Donald Trump will finally get to play a role in JFK conspiracy lore

Will Trump release long-secret government files about the Kennedy assassination?

Published April 28, 2017 7:51PM (EDT)

Donald Trump, John F. Kennedy   (AP/Wilfredo Lee/Salon)
Donald Trump, John F. Kennedy (AP/Wilfredo Lee/Salon)

Perhaps it's fitting that Donald Trump, the man who became the president thanks to the help of conspiracy radio hosts like Alex Jones and Michael Savage, now has the power to reveal thousands of documents related to the 1963 assassination of John F. Kennedy. Under a 1992 bill signed into law by former president George H.W. Bush, the federal government is obligated to disclose thousands of previously classified documents related to Kennedy's murder within the next six months.

Conspiracy theorists, including Trump's favorite Alex Jones, have been salivating for decades to get their hands on these papers, most of which are said to have been created by the FBI and CIA.

After an extensive investigation---a commission headed up by Earl Warren, then the chief justice of the U.S. Supreme Court---found no evidence of a large-scale plot to kill the president but their explanation has remained unconvincing to many, if not most Americans. According to the Gallup Organization, the public has never trusted the Warren Commission's claim that just one person, Lee Harvey Oswald, was Kennedy's killer.

Strangely enough, the number of Americans who believe more than one person was involved is actually higher than it was closer to the actual event.

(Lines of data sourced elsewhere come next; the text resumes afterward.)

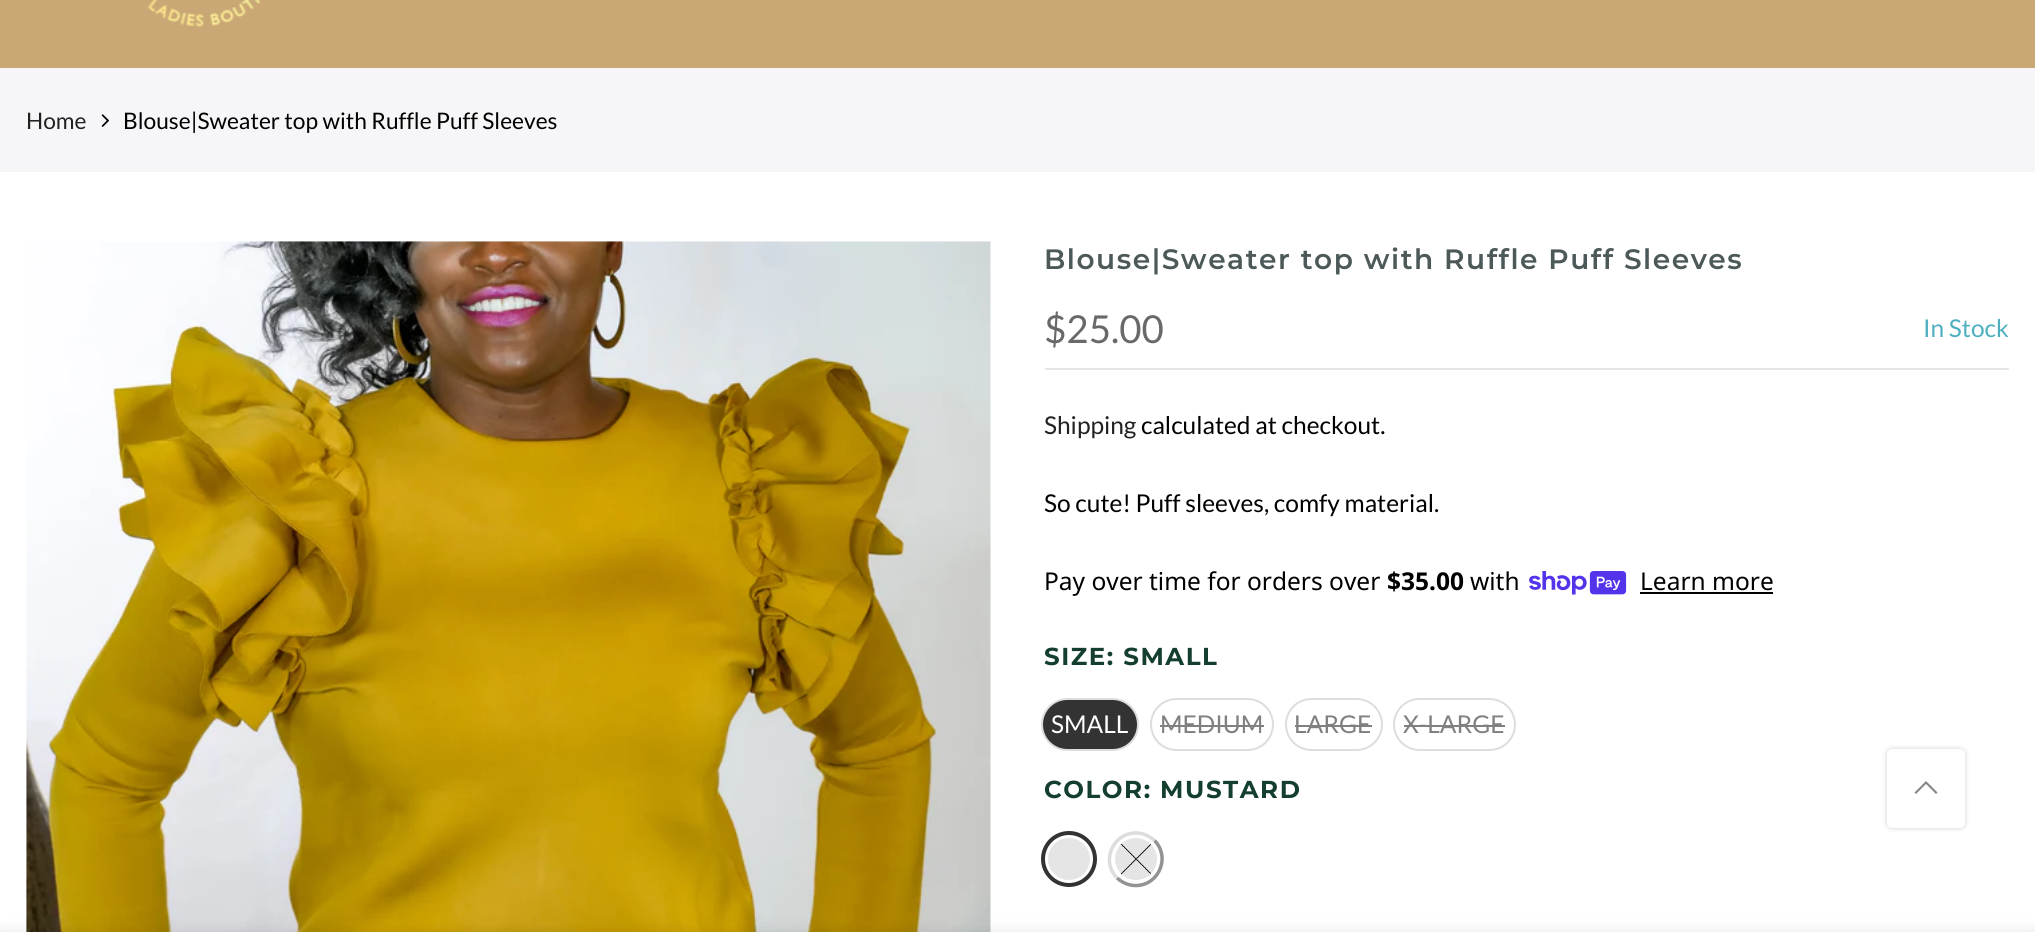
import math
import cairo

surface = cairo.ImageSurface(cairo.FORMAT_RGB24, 2035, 932)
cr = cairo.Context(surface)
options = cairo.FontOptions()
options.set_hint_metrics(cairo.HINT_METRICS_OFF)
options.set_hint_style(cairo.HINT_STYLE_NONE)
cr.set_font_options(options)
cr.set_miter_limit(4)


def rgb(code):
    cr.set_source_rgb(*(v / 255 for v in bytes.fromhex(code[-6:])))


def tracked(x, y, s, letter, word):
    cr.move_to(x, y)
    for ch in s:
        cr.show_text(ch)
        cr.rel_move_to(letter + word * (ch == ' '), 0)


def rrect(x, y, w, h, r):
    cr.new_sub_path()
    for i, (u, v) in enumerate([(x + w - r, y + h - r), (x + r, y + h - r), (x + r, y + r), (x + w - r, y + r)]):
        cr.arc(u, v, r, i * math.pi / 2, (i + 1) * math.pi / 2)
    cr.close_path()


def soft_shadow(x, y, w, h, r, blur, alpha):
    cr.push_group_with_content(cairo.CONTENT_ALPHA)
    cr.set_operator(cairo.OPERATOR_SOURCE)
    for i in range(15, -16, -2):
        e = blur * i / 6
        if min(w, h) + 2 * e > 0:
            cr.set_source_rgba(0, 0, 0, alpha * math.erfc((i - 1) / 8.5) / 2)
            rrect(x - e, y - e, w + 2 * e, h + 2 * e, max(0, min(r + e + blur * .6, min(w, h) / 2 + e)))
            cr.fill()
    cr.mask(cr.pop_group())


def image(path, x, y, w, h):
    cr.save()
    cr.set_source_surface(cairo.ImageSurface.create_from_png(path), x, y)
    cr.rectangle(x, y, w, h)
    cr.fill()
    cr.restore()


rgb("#ffffff")
cr.paint()
rgb("#c9a875")
cr.rectangle(0, 0, 2035, 68)
cr.fill()
image("img/1.png", 147, 0, 114, 27)
rgb("#f6f6f8")
cr.rectangle(0, 68, 2035, 104)
cr.fill()
image("img/2.png", 101, 114, 8, 13)
image("img/3.png", 26, 241, 965, 691)
rgb("#e5e5e5")
cr.rectangle(1045, 368, 964, 2)
cr.fill()
image("img/4.png", 1529, 571, 98, 24)
rgb("#000000")
cr.rectangle(1640, 592, 133, 2)
cr.fill()
rgb("#333333")
rrect(1042, 699, 96, 51, 25.5)
cr.fill_preserve()
rgb("#dddddd")
cr.stroke()
rrect(1151, 699, 122, 51, 25.5)
cr.stroke()
rgb("#808080")
cr.rectangle(1160, 725, 104, 2)
cr.fill()
rrect(1286, 699, 96, 51, 25.5)
rgb("#dddddd")
cr.stroke()
rgb("#808080")
cr.rectangle(1295, 725, 77, 2)
cr.fill()
rrect(1394, 699, 121, 51, 25.5)
rgb("#dddddd")
cr.stroke()
rgb("#808080")
cr.rectangle(1404, 725, 101, 2)
cr.fill()
cr.arc(1069, 859, 26, 0, 2 * math.pi)
rgb("#333333")
cr.set_line_width(4)
cr.stroke()
rgb("#e5e5e5")
cr.arc(1069, 859, 21, 0, 2 * math.pi)
cr.fill()
cr.new_path()
cr.move_to(1154.5, 840.5)
cr.curve_to(1172.5, 859, 1156, 890, 1130.5, 885)
cr.curve_to(1125.5, 884, 1121, 881.5, 1117, 878)
rgb("#939393")
cr.set_line_width(3.5)
cr.stroke()
cr.new_path()
cr.move_to(1117, 878)
cr.curve_to(1099, 859.5, 1115.5, 828.5, 1141, 833.5)
cr.curve_to(1146, 834.5, 1150.5, 837, 1154.5, 840.5)
rgb("#dddddd")
cr.stroke()
rgb("#e5e5e5")
cr.arc(1136, 859, 21, 0, 2 * math.pi)
cr.fill()
image("img/5.png", 1120, 843, 31, 32)
rgb("#000000")
soft_shadow(1887, 749, 78, 79, 5, 2.5, 0.2)
rgb("#ffffff")
rrect(1887, 749, 78, 79, 5)
cr.fill()
rgb("#878787")
cr.new_path()
cr.move_to(1927.5, 782.5)
cr.line_to(1926, 781)
cr.line_to(1914.5, 792.5)
cr.line_to(1916, 794)
cr.line_to(1926, 784)
cr.line_to(1936, 794)
cr.line_to(1937.5, 792.5)
cr.close_path()
cr.fill()
rgb("#000000")
soft_shadow(0, 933, 2035, 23, 0, 8, 0.12)
cr.select_font_face("Lato")
cr.set_font_size(22.75)
rgb("#222222")
cr.move_to(26, 129)
cr.show_text("Home")
rgb("#000000")
cr.move_to(123, 129)
cr.show_text("Blouse|Sweater top with Ruffle Puff Sleeves")
cr.select_font_face("Montserrat SemiBold")
cr.set_font_size(28)
rgb("#4d5959")
tracked(1044, 269, "Blouse|Sweater top with Ruffle Puff Sleeves", 1.55, 0)
cr.select_font_face("Lato")
cr.set_font_size(38.5)
rgb("#696969")
cr.move_to(1044, 343)
cr.show_text("$25.00")
cr.set_font_size(24.5)
rgb("#4eb0be")
cr.move_to(1923, 337)
cr.show_text("In Stock")
rgb("#222222")
cr.move_to(1044, 434)
cr.show_text("Shipping")
rgb("#000000")
cr.move_to(1141, 434)
cr.show_text("calculated at checkout.")
cr.move_to(1044, 512)
cr.show_text("So cute! Puff sleeves, comfy material.")
cr.select_font_face("Noto Sans")
cr.move_to(1044, 590)
cr.show_text("Pay over time for orders over")
cr.select_font_face("Noto Sans", cairo.FONT_SLANT_NORMAL, cairo.FONT_WEIGHT_BOLD)
cr.move_to(1387, 590)
cr.show_text("$35.00")
cr.select_font_face("Noto Sans")
cr.move_to(1470, 590)
cr.show_text("with")
cr.move_to(1640, 590)
cr.show_text("Learn more")
cr.select_font_face("Montserrat", cairo.FONT_SLANT_NORMAL, cairo.FONT_WEIGHT_BOLD)
rgb("#143e2d")
tracked(1044, 665, "SIZE: SMALL", 1.55, 0)
cr.select_font_face("Lato")
rgb("#ffffff")
cr.move_to(1051, 733)
cr.show_text("SMALL")
rgb("#808080")
for x, y, s in [
    (1160, 733, "MEDIUM"),
    (1294, 733, "LARGE"),
    (1403, 733, "X-LARGE"),
]:
    cr.move_to(x, y)
    cr.show_text(s)
cr.select_font_face("Montserrat", cairo.FONT_SLANT_NORMAL, cairo.FONT_WEIGHT_BOLD)
rgb("#143e2d")
tracked(1044, 798, "COLOR: MUSTARD", 1.55, 0)
surface.write_to_png("page.png")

During the 1960s, around 50 percent of Gallup respondents believed Oswald had help. In 2013, 61 percent did. In the 1990s, probably related to the conspiracy-themed film "JFK," upwards of 80 percent believed Oswald had accomplices.

It's likely that whatever is in the long-classified documents isn't going to satiate a lot of people. It might even produce new theories.

Regardless of its effect, according to Politico, the President John F. Kennedy Assassination Records Collection Act allows only a single person to determine whether the confidential reports should be released: the president of the United States.

And why wouldn't Trump release those records? After all, he can finally get to the bottom of a JFK conspiracy theory he proposed last year, that Rafael Cruz, the father of Trump's former bitter rival Sen. Ted Cruz of Texas, was actually involved in the Kennedy murder.